**** DATA TO PROCESS ****
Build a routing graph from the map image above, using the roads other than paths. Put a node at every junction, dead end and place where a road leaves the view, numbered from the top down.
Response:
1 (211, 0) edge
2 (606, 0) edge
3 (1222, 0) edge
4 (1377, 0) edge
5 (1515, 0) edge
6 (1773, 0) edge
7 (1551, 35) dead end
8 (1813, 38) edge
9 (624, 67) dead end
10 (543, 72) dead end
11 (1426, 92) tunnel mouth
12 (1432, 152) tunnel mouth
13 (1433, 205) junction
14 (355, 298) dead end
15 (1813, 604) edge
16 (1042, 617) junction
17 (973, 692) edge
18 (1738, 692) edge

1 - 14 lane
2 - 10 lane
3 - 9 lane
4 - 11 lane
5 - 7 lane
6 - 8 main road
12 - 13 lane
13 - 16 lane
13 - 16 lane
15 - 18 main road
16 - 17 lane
****
WHAT TO PRODUCE:
To complete the exercise, print all of the entries exactly.

ANSWER BOX:
Build a routing graph from the map image above, using the roads other than paths. Put a node at every junction, dead end and place where a road leaves the view, numbered from the top down.
Response:
1 (211, 0) edge
2 (606, 0) edge
3 (1222, 0) edge
4 (1377, 0) edge
5 (1515, 0) edge
6 (1773, 0) edge
7 (1551, 35) dead end
8 (1813, 38) edge
9 (624, 67) dead end
10 (543, 72) dead end
11 (1426, 92) tunnel mouth
12 (1432, 152) tunnel mouth
13 (1433, 205) junction
14 (355, 298) dead end
15 (1813, 604) edge
16 (1042, 617) junction
17 (973, 692) edge
18 (1738, 692) edge

1 - 14 lane
2 - 10 lane
3 - 9 lane
4 - 11 lane
5 - 7 lane
6 - 8 main road
12 - 13 lane
13 - 16 lane
13 - 16 lane
15 - 18 main road
16 - 17 lane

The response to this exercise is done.